If you want to hide kernel continuations from the sample (they are not usually very intesting), you can do so with the -k analysis options:

$ gxprof -k
... analyzing gxprof.out
Top Continuation Samples
------------------------
std/text/json/input#read-json-hash/buffer: 61 [36.970%]
std/text/json/output#write-json-string/buffer: 42 [25.455%]
std/text/json/input#read-json-hash-keybuffer: 17 [10.303%]
std/text/json/input#read-json-string/buffer: 15 [9.091%]
std/text/json/output#write-json-alist/buffer: 7 [4.242%]
std/sort#list-merge-sort: 6 [3.636%]
std/io/file#input-file-io::read: 3 [1.818%]
##list->string: 2 [1.212%]
##table-foldl: 2 [1.212%]
std/text/json/output#write-json-list/buffer: 2 [1.212%]
std/io/file#output-file-io::write: 2 [1.212%]
std/text/json/input#read-json-object/buffer: 1 [0.606%]
std/text/json/input#read-json-list-next/buffer: 1 [0.606%]
std/text/json/input#read-json-number/buffer: 1 [0.606%]
##string->number-slow-path: 1 [0.606%]
std/text/json/output#write-json-hash/buffer: 1 [0.606%]
std/text/json/json-benchmark#benchmark-stdio-bio: 1 [0.606%]

Call Graph Samples
------------------
std/text/json/input#read-json-hash/buffer: 349 [211.515%]

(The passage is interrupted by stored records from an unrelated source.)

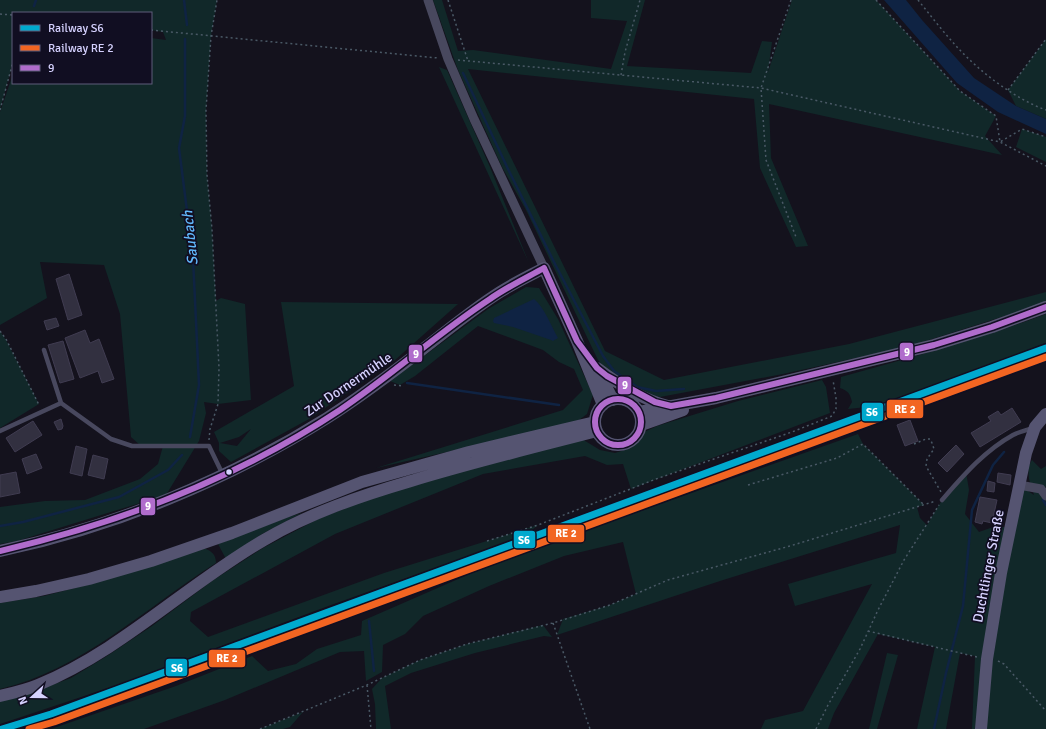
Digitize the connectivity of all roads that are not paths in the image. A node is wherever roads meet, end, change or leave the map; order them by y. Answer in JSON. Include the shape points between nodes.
{"nodes":[{"id":1,"x":428,"y":0,"type":"edge"},
{"id":2,"x":544,"y":268,"type":"junction"},
{"id":3,"x":1046,"y":308,"type":"edge"},
{"id":4,"x":577,"y":341,"type":"junction"},
{"id":5,"x":44,"y":350,"type":"dead end"},
{"id":6,"x":596,"y":368,"type":"junction"},
{"id":7,"x":716,"y":398,"type":"junction"},
{"id":8,"x":61,"y":403,"type":"junction"},
{"id":9,"x":608,"y":403,"type":"junction"},
{"id":10,"x":671,"y":406,"type":"junction"},
{"id":11,"x":639,"y":412,"type":"junction"},
{"id":12,"x":1046,"y":414,"type":"edge"},
{"id":13,"x":641,"y":425,"type":"junction"},
{"id":14,"x":596,"y":427,"type":"junction"},
{"id":15,"x":1035,"y":427,"type":"junction"},
{"id":16,"x":0,"y":431,"type":"edge"},
{"id":17,"x":223,"y":475,"type":"junction"},
{"id":18,"x":1020,"y":485,"type":"junction"},
{"id":19,"x":1046,"y":496,"type":"edge"},
{"id":20,"x":943,"y":498,"type":"road end"},
{"id":21,"x":0,"y":551,"type":"edge"},
{"id":22,"x":0,"y":597,"type":"edge"},
{"id":23,"x":0,"y":696,"type":"edge"},
{"id":24,"x":981,"y":729,"type":"edge"}],
"edges":[{"from":1,"to":2,"type":"street","via":[[448,59]]},
{"from":2,"to":4,"type":"main road"},
{"from":2,"to":17,"type":"main road","name":"Zur Dornermühle","via":[[500,292],[400,367],[327,417]]},
{"from":3,"to":7,"type":"main road","via":[[934,345]]},
{"from":4,"to":6,"type":"main road"},
{"from":4,"to":9,"type":"main road"},
{"from":5,"to":8,"type":"lane"},
{"from":6,"to":9,"type":"main road"},
{"from":6,"to":10,"type":"main road","via":[[655,402]]},
{"from":7,"to":10,"type":"main road"},
{"from":7,"to":13,"type":"main road"},
{"from":8,"to":16,"type":"lane"},
{"from":8,"to":17,"type":"lane","via":[[111,439],[132,446],[209,446]]},
{"from":9,"to":11,"type":"main road","via":[[618,400],[628,402]]},
{"from":9,"to":14,"type":"main road","via":[[597,413]]},
{"from":10,"to":11,"type":"main road"},
{"from":11,"to":13,"type":"main road"},
{"from":12,"to":15,"type":"main road","name":"Duchtlinger Straße"},
{"from":13,"to":14,"type":"main road","via":[[633,439],[618,445],[608,443],[600,436]]},
{"from":14,"to":22,"type":"main road","via":[[468,452],[362,482],[232,533],[151,561],[96,577]]},
{"from":14,"to":23,"type":"main road","via":[[366,494],[317,513],[257,544],[101,653],[37,686]]},
{"from":15,"to":18,"type":"main road","name":"Duchtlinger Straße","via":[[1026,453]]},
{"from":15,"to":20,"type":"lane","via":[[1014,435],[986,454]]},
{"from":17,"to":21,"type":"main road","name":"Zur Dornermühle","via":[[176,496],[118,517]]},
{"from":18,"to":19,"type":"street","via":[[1041,489]]},
{"from":18,"to":24,"type":"main road","name":"Duchtlinger Straße","via":[[1001,573],[987,657]]}]}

std/text/json/output#write-json-alist/buffer: 195 [118.182%]
std/text/json/json-benchmark#benchmark-stdio-bio: 165 [100.000%]

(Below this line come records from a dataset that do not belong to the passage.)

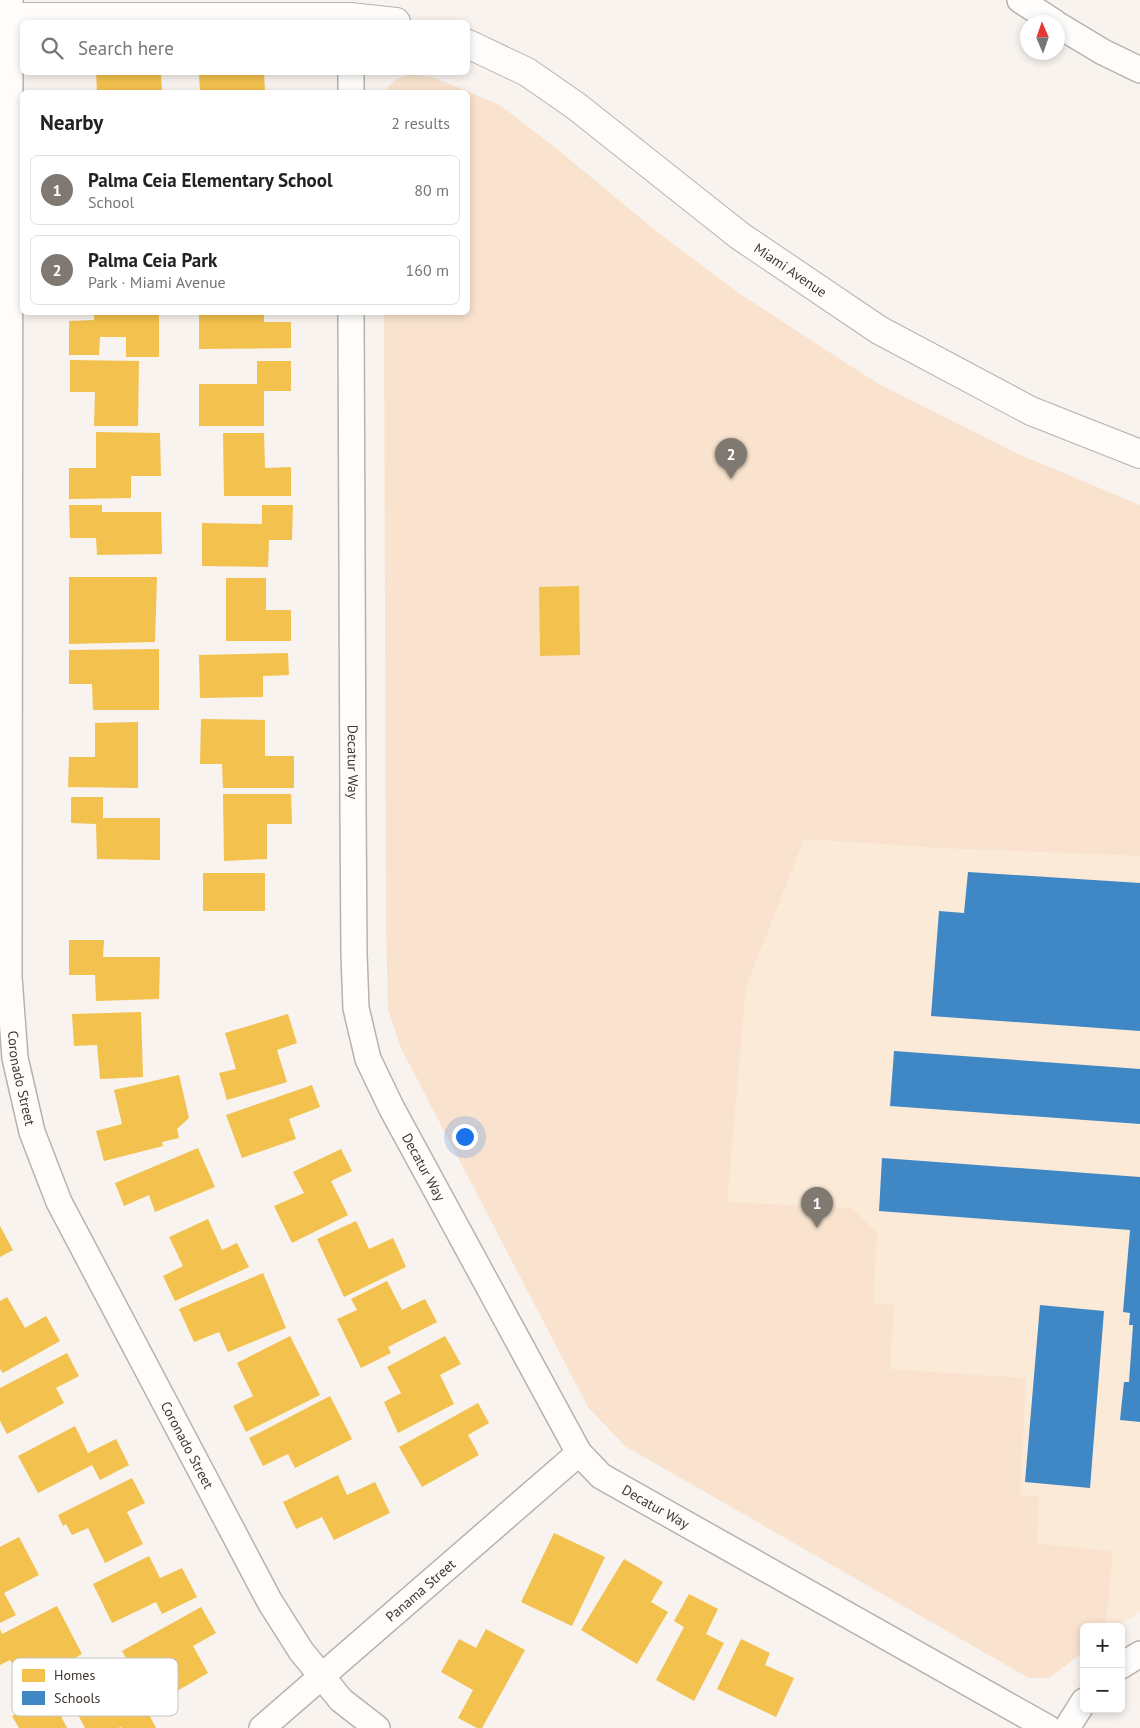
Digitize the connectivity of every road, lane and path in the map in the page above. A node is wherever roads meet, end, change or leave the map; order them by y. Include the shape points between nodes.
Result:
1 (1020, 0) edge
2 (7, 12) edge
3 (1043, 15) edge
4 (350, 20) edge
5 (1065, 28) edge
6 (470, 45) edge
7 (1140, 70) edge
8 (351, 75) edge
9 (351, 90) edge
10 (351, 315) edge
11 (1140, 454) edge
12 (579, 1453) junction
13 (1140, 1654) edge
14 (1125, 1663) edge
15 (322, 1676) junction
16 (1080, 1707) edge
17 (262, 1728) edge
18 (377, 1728) edge
19 (1048, 1728) edge
20 (1067, 1728) edge

1 - 3 street
2 - 4 street
2 - 15 street, Coronado Street via 10,978 15,1058 32,1132 59,1202 270,1602 301,1651
5 - 7 street
6 - 11 street, Miami Avenue via 544,83 740,236 880,330 1031,411
8 - 9 street
10 - 12 street, Decatur Way via 356,1008 368,1059 391,1107
12 - 15 street, Panama Street
12 - 19 street, Decatur Way via 600,1476
13 - 14 street
15 - 17 street, Panama Street
15 - 18 street, Coronado Street via 342,1700
16 - 20 street

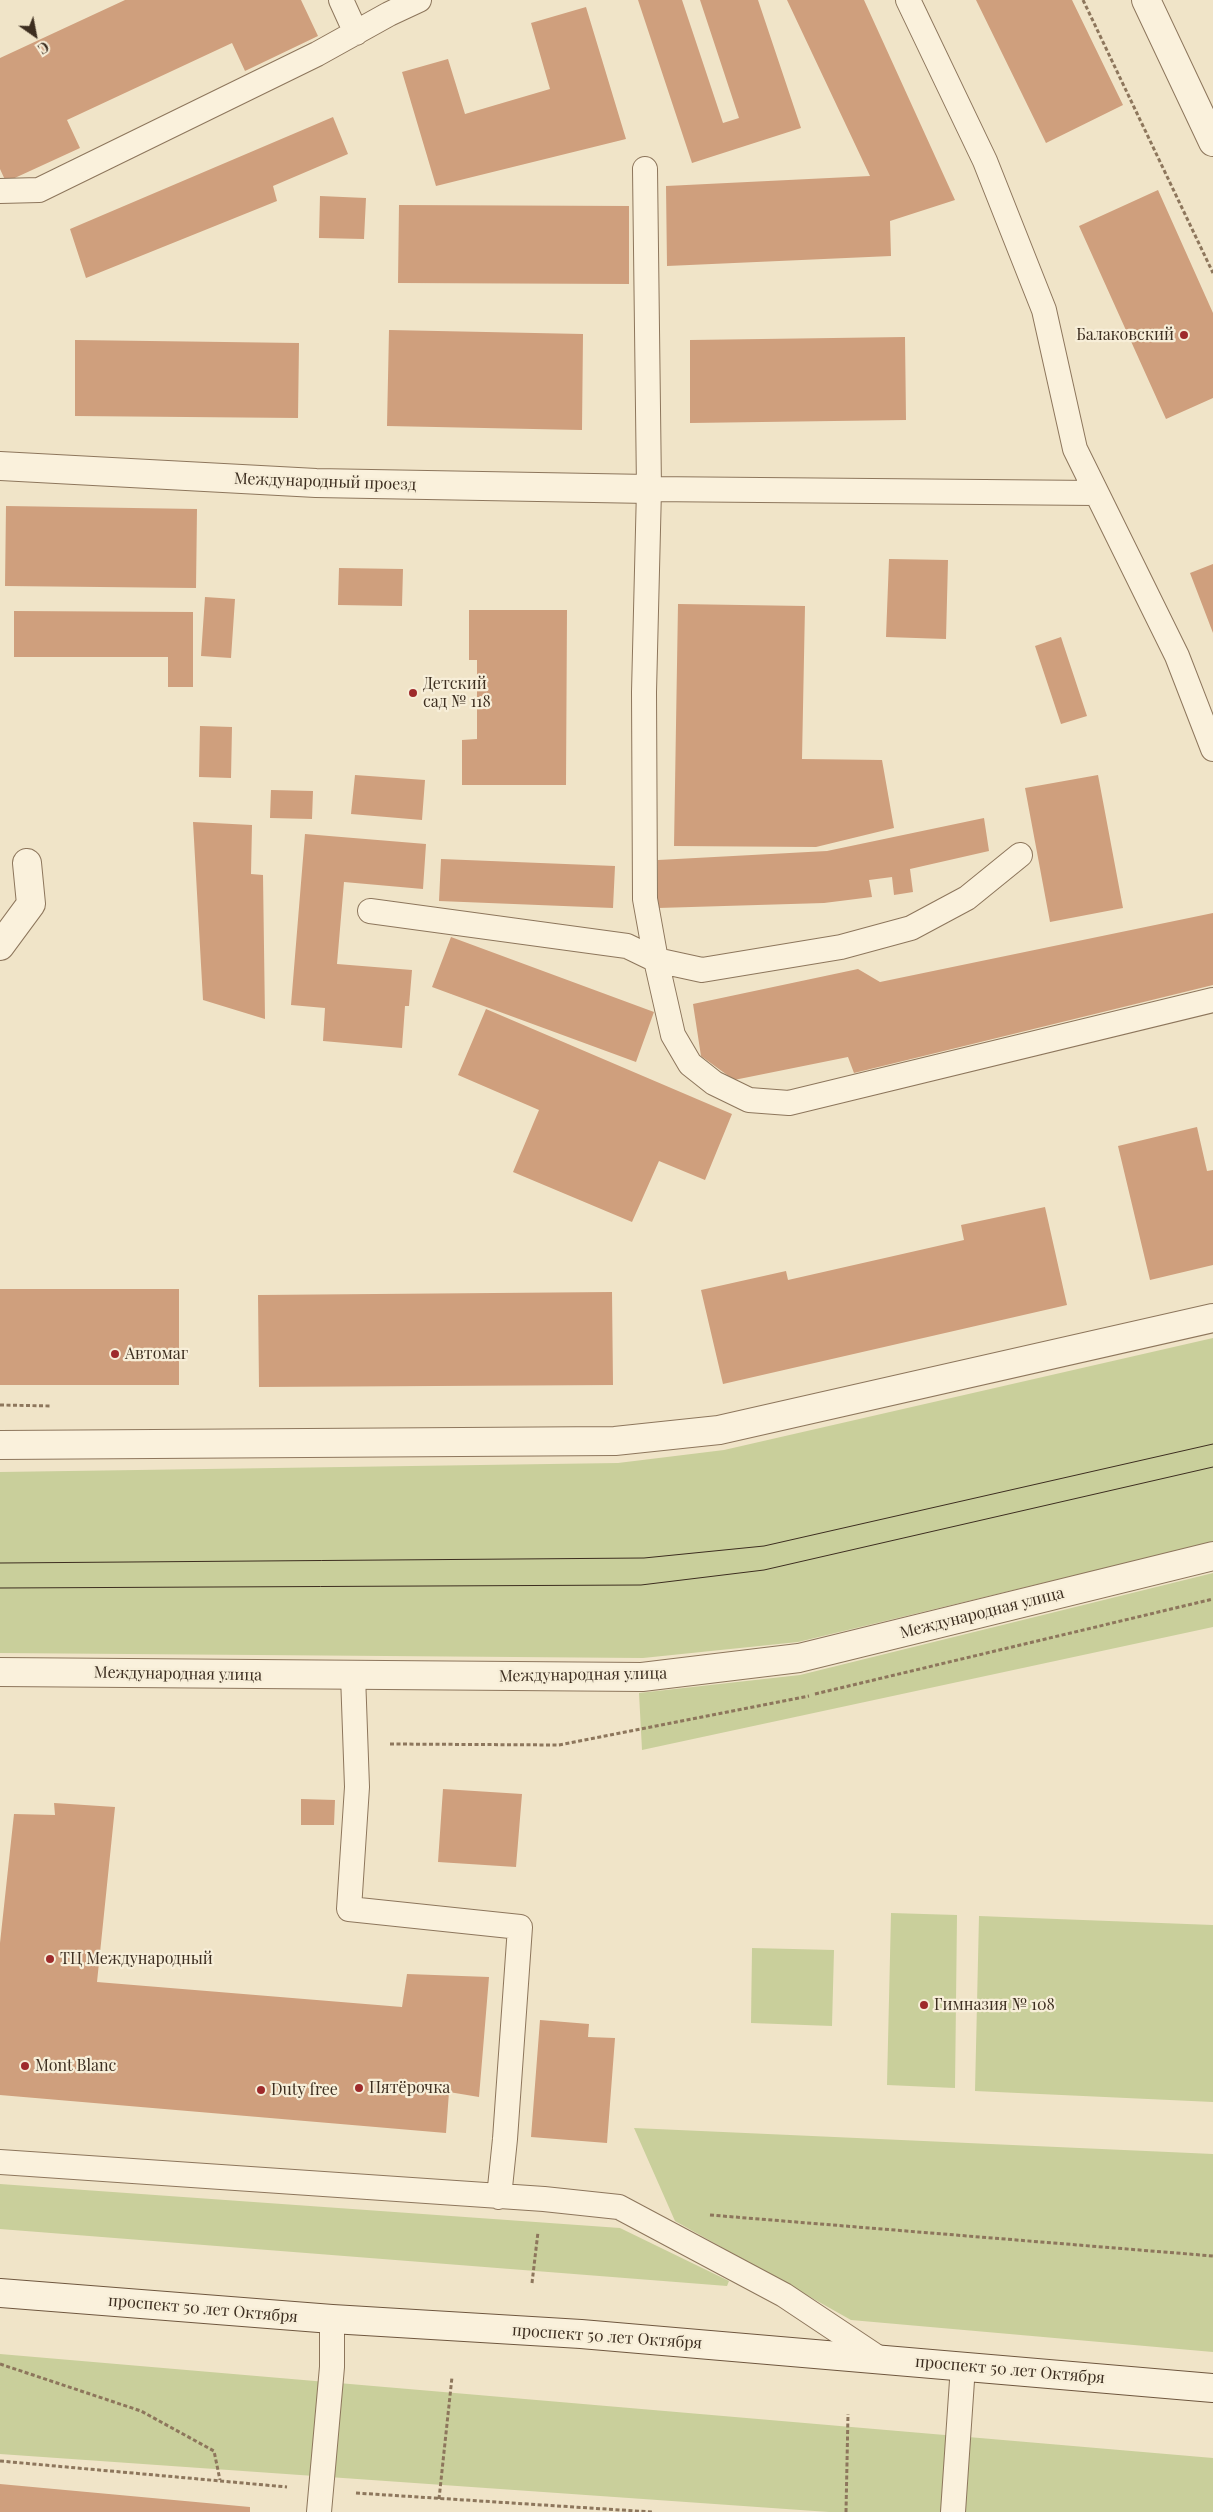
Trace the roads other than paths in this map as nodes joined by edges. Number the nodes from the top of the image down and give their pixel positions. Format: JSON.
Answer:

##exec-stats: 164 [99.394%]
##time-thunk: 164 [99.394%]
std/text/json/input#read-json-list-next/buffer: 114 [69.091%]
std/text/json/input#read-json-list/buffer: 114 [69.091%]
std/text/json/json-benchmark#call-with-buffered-reader: 102 [61.818%]

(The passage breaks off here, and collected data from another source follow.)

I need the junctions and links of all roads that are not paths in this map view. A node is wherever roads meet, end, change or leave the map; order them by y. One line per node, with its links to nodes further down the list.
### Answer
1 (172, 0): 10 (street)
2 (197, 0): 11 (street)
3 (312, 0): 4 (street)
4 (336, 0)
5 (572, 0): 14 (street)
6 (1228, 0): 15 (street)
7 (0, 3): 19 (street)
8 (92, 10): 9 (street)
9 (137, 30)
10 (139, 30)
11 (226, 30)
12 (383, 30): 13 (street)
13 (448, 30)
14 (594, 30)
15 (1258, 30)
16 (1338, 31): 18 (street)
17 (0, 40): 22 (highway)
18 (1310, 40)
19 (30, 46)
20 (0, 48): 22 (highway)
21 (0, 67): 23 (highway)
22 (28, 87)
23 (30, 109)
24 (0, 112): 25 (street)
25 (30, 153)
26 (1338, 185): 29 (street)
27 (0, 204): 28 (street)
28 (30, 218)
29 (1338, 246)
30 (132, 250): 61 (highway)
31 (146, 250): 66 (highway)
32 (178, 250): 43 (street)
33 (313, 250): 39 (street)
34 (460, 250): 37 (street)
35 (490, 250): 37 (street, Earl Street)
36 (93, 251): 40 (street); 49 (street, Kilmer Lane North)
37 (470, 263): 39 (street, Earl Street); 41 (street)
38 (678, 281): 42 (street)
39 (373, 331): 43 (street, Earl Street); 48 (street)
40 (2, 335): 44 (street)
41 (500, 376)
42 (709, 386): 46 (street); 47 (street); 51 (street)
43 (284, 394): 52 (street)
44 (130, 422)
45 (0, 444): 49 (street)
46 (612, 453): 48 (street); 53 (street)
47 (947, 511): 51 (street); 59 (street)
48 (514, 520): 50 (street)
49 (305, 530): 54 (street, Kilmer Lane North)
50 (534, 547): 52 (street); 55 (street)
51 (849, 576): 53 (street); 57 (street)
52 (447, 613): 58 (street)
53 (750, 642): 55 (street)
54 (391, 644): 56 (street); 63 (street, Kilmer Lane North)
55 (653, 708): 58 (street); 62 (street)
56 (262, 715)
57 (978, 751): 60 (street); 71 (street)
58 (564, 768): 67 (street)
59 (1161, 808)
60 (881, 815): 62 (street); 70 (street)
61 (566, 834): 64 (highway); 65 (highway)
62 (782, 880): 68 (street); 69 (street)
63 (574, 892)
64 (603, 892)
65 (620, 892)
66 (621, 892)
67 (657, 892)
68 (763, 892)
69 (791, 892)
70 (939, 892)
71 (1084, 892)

std/sort#list-merge-sort: 89 [53.939%]
std/text/json/output#write-json-list/buffer: 74 [44.848%]
std/text/json/output#write-json-string/buffer: 67 [40.606%]
std/text/json/input#read-json-hash-keybuffer: 23 [13.939%]
std/text/json/input#read-json-string/buffer: 18 [10.909%]
std/text/json/output#write-json-hash/buffer: 9 [5.455%]
std/io/file#input-file-io::read: 3 [1.818%]
std/io/bio/util#&BufferedReader-read-char: 3 [1.818%]
##list->string: 2 [1.212%]
std/text/json/input#read-json-number/buffer: 2 [1.212%]
##table-foldl: 2 [1.212%]
std/io/bio/output#bio-write-u8: 2 [1.212%]
std/io/file#output-file-io::write: 2 [1.212%]
##string->number-slow-path: 2 [1.212%]
std/text/json/input#read-json-object/buffer: 1 [0.606%]
std/io/bio/util#&BufferedWriter-write-string__%: 1 [0.606%]

Also note, that in the call graph samples, some procedures may have more than 100% coverage. This is not a bug; a procedure may appear multiple times within the same continuation sample because of a recursive call.